### EXERCISE OBJECTIVE
Show every line of the data that contains the string "main".
DATA PROVIDED START
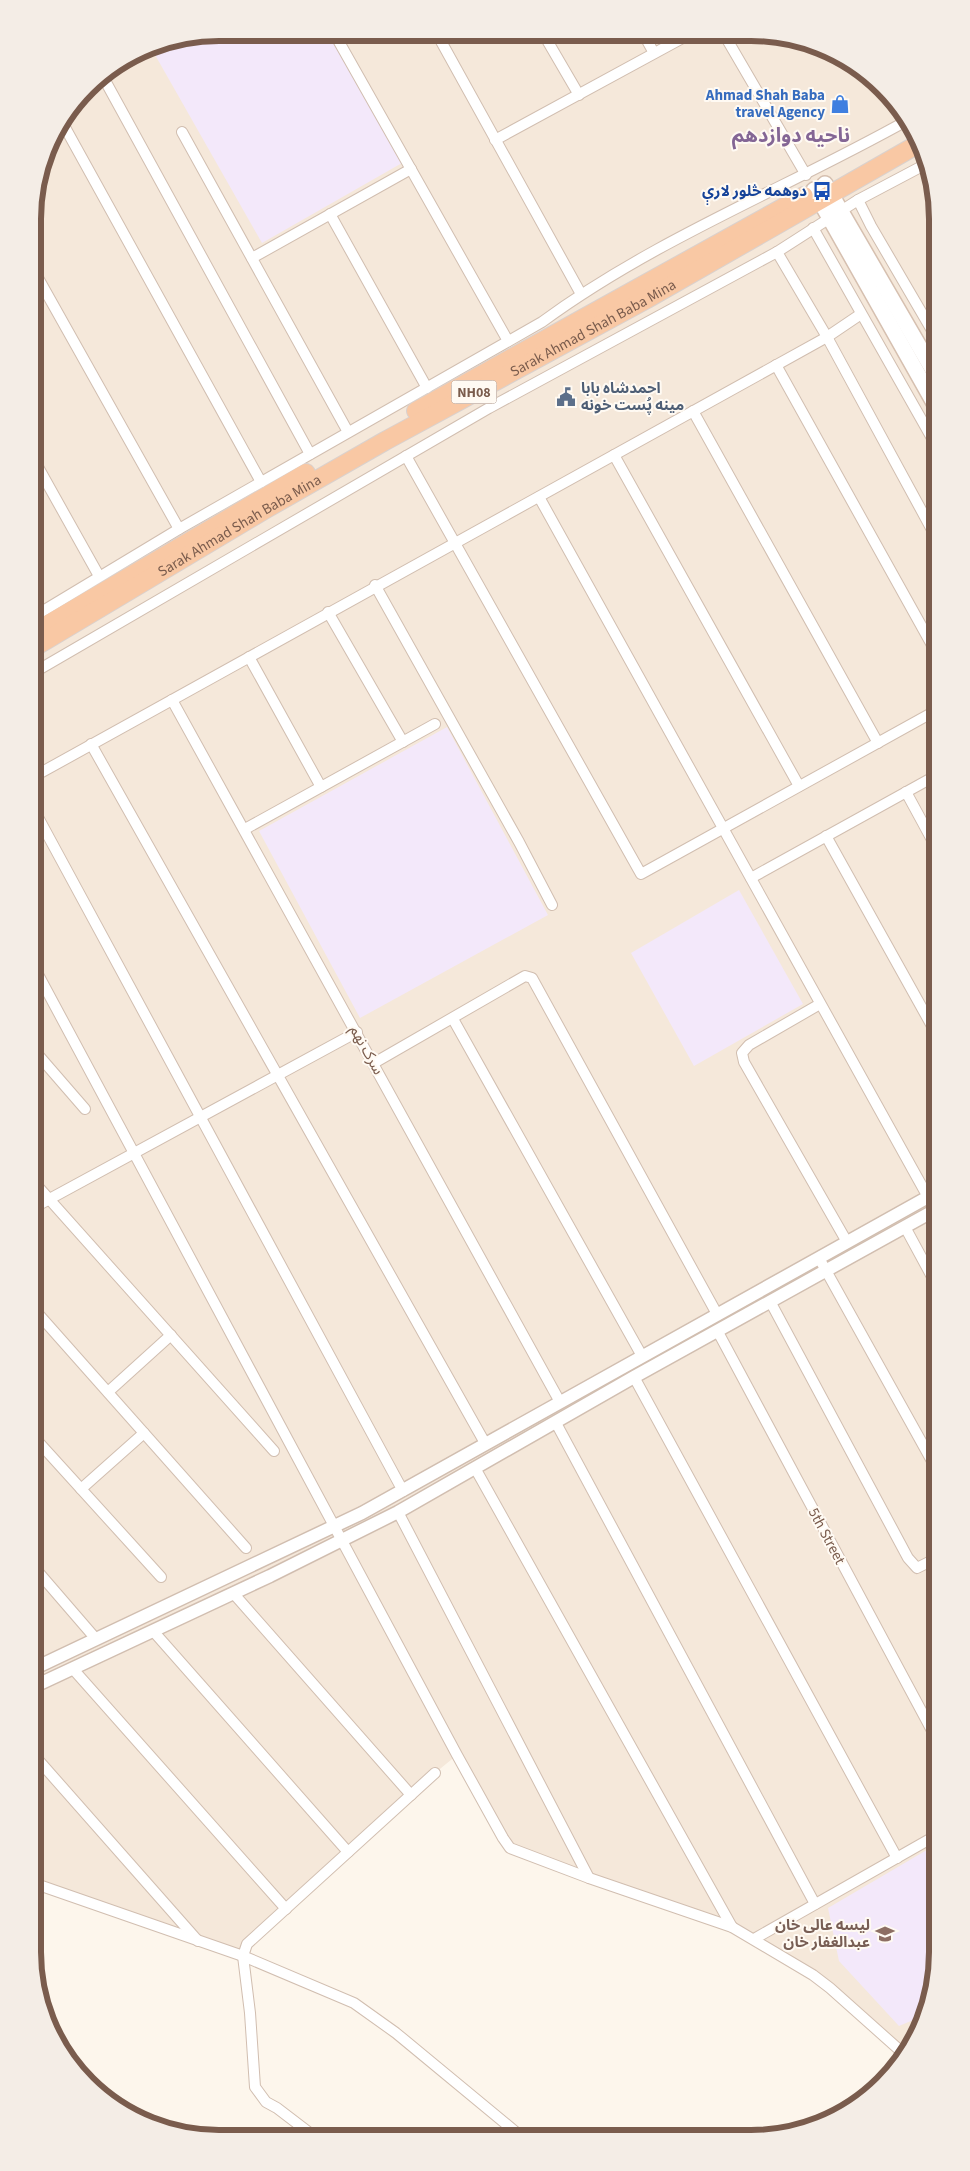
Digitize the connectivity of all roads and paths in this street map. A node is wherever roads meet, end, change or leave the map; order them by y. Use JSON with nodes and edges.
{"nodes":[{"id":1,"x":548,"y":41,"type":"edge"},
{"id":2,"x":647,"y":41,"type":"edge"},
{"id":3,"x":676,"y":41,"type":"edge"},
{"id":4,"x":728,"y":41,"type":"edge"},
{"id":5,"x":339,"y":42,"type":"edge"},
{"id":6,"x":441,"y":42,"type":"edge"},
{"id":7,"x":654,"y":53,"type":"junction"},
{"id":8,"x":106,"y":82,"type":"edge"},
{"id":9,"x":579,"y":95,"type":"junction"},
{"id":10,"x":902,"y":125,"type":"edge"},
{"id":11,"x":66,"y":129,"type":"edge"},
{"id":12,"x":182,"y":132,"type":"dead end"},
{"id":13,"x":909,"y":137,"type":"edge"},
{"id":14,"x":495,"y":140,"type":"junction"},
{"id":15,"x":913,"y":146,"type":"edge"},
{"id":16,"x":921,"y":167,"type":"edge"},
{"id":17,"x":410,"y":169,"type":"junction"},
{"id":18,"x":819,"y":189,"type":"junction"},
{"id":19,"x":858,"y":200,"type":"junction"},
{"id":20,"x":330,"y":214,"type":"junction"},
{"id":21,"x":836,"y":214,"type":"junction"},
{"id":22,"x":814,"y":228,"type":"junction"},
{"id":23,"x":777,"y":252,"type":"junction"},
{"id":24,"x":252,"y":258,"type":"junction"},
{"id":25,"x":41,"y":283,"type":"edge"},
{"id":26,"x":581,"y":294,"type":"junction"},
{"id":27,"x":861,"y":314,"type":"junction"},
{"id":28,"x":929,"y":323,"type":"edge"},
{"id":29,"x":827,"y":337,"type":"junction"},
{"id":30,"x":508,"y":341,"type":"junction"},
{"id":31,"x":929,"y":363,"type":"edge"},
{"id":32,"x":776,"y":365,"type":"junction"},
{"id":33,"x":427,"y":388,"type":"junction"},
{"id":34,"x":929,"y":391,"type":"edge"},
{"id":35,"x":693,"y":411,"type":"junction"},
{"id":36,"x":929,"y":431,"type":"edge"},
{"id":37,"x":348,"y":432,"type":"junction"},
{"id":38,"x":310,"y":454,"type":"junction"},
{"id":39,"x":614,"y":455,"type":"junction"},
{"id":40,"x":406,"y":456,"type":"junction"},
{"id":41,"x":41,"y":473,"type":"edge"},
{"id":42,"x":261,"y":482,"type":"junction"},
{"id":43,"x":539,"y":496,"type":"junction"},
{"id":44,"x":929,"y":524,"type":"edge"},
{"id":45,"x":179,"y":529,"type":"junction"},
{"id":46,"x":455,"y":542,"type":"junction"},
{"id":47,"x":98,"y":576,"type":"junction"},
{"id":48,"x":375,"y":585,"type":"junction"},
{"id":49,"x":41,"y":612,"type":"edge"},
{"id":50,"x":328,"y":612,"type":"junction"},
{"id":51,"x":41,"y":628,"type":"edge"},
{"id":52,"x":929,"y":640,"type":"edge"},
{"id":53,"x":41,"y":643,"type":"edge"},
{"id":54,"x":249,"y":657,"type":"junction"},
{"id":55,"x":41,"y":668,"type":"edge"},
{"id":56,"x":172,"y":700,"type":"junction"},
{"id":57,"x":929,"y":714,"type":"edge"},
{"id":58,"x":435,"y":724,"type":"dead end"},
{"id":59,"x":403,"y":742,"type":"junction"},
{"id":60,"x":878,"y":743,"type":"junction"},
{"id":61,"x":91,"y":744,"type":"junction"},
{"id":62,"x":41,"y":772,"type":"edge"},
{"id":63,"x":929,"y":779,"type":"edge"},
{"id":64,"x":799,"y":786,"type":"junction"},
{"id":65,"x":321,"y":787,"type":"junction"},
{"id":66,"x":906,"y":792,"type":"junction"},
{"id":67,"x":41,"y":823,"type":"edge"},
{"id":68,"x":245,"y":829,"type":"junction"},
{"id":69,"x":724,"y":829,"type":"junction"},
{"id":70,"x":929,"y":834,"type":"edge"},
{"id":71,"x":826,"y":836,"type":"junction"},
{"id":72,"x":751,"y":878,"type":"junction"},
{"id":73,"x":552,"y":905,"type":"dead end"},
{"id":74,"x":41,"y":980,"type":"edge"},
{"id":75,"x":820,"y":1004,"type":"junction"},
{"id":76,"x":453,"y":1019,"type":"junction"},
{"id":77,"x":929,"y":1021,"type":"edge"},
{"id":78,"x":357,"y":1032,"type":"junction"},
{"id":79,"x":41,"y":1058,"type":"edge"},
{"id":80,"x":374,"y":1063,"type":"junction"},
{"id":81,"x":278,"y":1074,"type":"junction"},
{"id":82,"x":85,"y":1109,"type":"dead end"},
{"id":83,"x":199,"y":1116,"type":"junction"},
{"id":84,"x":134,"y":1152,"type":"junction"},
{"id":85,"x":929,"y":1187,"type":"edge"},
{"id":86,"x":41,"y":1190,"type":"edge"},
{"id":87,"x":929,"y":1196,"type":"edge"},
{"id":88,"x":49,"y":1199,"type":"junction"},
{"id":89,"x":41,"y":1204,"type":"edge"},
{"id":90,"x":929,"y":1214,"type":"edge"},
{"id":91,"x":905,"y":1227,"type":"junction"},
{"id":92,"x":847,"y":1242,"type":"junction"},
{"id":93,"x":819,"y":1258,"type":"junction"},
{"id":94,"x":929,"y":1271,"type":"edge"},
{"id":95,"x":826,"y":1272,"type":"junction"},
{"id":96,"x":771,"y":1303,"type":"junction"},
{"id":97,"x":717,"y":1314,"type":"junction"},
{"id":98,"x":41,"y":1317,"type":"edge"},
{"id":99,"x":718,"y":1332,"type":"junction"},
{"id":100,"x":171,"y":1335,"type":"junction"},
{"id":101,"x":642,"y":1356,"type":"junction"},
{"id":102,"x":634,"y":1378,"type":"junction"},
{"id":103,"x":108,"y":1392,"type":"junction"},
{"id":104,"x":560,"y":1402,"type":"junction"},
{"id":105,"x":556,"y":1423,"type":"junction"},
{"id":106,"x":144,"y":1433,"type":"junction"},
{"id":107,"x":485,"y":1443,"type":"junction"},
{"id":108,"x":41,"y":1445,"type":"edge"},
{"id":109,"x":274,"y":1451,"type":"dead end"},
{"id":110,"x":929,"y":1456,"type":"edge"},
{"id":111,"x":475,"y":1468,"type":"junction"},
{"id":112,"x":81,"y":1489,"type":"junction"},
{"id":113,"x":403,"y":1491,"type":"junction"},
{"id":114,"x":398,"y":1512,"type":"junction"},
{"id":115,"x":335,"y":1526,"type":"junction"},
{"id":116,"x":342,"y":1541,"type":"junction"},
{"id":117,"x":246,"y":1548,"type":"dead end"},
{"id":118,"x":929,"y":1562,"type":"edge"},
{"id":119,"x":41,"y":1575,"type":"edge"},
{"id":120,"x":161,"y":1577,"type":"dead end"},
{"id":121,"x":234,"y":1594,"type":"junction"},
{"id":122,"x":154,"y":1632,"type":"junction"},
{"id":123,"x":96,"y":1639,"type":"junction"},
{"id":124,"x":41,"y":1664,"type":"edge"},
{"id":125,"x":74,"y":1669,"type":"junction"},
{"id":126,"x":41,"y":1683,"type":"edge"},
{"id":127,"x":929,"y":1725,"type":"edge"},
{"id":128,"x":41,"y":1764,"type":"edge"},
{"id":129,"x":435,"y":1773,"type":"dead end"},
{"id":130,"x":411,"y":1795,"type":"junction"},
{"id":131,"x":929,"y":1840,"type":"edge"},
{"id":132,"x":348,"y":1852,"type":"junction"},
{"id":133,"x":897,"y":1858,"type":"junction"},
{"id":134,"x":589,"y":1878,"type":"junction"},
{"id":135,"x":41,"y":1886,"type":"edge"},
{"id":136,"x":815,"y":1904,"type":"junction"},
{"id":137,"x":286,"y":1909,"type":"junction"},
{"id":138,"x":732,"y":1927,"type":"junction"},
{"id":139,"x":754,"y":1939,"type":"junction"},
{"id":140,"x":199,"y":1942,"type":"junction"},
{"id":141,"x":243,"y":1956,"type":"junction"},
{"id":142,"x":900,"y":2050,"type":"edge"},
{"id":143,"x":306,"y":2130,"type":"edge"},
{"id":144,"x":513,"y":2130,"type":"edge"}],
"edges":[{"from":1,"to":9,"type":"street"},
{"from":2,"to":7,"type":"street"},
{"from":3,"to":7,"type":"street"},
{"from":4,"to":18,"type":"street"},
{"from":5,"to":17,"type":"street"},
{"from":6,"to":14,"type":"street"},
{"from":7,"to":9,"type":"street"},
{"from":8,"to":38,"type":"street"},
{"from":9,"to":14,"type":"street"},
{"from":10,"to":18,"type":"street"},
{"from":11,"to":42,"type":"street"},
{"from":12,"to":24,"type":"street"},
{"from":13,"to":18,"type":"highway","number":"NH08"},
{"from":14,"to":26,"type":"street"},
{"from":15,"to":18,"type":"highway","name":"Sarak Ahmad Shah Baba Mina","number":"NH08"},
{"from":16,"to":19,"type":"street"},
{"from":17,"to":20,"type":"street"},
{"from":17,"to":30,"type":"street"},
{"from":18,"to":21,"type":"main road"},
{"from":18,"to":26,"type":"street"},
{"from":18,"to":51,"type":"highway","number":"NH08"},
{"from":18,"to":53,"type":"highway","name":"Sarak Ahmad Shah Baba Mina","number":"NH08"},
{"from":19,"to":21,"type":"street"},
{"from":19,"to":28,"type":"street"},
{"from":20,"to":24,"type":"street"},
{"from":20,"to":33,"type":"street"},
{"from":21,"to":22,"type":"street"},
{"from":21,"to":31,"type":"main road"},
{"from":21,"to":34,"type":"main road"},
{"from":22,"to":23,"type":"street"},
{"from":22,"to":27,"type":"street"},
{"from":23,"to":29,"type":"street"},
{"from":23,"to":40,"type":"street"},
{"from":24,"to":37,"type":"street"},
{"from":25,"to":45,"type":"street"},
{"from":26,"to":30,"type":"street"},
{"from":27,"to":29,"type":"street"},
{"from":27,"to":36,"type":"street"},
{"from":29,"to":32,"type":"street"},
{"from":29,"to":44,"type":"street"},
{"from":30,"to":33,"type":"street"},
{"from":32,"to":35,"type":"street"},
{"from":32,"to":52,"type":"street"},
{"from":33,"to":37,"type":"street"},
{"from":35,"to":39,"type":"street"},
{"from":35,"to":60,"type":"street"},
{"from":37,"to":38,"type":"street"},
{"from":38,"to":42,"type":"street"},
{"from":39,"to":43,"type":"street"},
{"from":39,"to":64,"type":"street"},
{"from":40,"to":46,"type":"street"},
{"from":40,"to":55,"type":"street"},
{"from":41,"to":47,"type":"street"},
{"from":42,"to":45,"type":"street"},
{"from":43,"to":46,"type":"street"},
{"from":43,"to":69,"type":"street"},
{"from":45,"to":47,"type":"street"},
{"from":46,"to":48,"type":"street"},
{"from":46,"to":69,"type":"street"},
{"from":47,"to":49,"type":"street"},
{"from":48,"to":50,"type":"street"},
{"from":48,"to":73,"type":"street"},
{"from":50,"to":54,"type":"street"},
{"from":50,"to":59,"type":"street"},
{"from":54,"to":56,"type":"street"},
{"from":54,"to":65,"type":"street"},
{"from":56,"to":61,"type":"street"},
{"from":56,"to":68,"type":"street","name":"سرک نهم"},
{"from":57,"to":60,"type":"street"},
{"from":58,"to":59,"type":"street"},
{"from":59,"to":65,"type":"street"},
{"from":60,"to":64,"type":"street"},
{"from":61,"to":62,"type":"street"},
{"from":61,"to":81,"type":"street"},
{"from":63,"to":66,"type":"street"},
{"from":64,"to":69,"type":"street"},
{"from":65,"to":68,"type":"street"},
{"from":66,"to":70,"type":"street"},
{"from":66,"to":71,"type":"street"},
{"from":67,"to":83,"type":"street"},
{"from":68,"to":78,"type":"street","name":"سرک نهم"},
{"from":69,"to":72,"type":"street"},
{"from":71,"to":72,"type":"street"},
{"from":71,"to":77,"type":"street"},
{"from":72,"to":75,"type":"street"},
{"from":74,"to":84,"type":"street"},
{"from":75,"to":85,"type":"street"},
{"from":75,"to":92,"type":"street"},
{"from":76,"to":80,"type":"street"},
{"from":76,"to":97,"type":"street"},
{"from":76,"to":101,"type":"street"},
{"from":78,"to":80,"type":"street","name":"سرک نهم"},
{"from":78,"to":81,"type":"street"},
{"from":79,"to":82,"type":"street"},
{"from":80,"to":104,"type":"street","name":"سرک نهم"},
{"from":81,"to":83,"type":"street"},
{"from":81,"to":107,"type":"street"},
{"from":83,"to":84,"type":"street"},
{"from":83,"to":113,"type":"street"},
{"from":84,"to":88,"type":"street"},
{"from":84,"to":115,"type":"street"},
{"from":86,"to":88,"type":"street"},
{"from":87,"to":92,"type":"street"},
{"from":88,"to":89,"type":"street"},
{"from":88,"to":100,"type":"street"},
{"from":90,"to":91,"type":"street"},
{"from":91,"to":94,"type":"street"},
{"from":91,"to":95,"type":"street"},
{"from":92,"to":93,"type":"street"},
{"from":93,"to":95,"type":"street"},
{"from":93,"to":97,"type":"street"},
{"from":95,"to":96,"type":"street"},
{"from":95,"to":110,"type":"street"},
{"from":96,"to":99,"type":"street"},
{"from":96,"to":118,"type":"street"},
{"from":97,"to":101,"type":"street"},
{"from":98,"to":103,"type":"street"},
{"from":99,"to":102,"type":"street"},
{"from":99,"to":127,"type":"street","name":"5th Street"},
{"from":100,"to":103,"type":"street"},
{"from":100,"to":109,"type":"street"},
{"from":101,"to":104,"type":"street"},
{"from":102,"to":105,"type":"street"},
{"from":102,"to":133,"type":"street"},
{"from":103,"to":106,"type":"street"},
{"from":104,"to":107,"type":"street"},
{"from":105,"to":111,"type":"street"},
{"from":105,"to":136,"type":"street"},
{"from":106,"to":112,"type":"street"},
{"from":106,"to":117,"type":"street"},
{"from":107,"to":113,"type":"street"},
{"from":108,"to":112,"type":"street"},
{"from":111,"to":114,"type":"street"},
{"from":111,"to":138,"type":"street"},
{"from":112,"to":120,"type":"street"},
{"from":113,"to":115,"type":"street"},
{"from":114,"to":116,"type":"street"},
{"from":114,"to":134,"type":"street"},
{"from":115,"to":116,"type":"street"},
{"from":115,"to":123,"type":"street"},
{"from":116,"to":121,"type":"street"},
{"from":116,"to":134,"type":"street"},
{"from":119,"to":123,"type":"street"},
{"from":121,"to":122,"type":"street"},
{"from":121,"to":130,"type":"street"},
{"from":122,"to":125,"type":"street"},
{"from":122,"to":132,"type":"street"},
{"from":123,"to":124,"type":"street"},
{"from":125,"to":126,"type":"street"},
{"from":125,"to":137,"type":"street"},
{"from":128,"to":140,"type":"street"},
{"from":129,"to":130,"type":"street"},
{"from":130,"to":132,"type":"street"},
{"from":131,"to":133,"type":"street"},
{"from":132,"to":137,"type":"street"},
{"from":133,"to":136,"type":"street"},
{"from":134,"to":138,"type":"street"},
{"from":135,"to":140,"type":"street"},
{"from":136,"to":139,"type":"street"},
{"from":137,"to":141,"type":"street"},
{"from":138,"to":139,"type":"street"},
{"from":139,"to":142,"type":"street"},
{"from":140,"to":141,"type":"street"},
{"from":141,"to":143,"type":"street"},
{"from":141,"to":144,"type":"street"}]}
DATA PROVIDED END
### RESPONSE
{"from":18,"to":21,"type":"main road"},
{"from":21,"to":31,"type":"main road"},
{"from":21,"to":34,"type":"main road"},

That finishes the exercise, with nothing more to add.